Collected data
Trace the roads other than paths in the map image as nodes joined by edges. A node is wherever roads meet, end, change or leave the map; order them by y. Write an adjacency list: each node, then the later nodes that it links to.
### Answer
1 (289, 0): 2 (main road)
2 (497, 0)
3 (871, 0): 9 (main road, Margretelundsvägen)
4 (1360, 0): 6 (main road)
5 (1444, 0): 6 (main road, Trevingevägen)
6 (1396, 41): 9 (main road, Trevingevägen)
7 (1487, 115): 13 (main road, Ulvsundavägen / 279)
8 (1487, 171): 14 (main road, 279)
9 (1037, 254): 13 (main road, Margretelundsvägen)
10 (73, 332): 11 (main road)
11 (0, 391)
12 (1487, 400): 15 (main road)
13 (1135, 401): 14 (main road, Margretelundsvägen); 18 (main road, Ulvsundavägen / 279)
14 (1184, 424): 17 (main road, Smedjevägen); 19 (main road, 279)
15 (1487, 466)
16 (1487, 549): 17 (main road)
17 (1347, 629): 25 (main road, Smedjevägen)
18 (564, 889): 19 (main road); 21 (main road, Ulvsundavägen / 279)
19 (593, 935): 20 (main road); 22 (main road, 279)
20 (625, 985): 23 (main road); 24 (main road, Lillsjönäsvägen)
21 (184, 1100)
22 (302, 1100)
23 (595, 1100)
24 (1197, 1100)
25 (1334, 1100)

[EXERCISE BRIEF] All of the entries above must be quoted exactly.

[WORKED SOLUTION]
Trace the roads other than paths in the map image as nodes joined by edges. A node is wherever roads meet, end, change or leave the map; order them by y. Write an adjacency list: each node, then the later nodes that it links to.
### Answer
1 (289, 0): 2 (main road)
2 (497, 0)
3 (871, 0): 9 (main road, Margretelundsvägen)
4 (1360, 0): 6 (main road)
5 (1444, 0): 6 (main road, Trevingevägen)
6 (1396, 41): 9 (main road, Trevingevägen)
7 (1487, 115): 13 (main road, Ulvsundavägen / 279)
8 (1487, 171): 14 (main road, 279)
9 (1037, 254): 13 (main road, Margretelundsvägen)
10 (73, 332): 11 (main road)
11 (0, 391)
12 (1487, 400): 15 (main road)
13 (1135, 401): 14 (main road, Margretelundsvägen); 18 (main road, Ulvsundavägen / 279)
14 (1184, 424): 17 (main road, Smedjevägen); 19 (main road, 279)
15 (1487, 466)
16 (1487, 549): 17 (main road)
17 (1347, 629): 25 (main road, Smedjevägen)
18 (564, 889): 19 (main road); 21 (main road, Ulvsundavägen / 279)
19 (593, 935): 20 (main road); 22 (main road, 279)
20 (625, 985): 23 (main road); 24 (main road, Lillsjönäsvägen)
21 (184, 1100)
22 (302, 1100)
23 (595, 1100)
24 (1197, 1100)
25 (1334, 1100)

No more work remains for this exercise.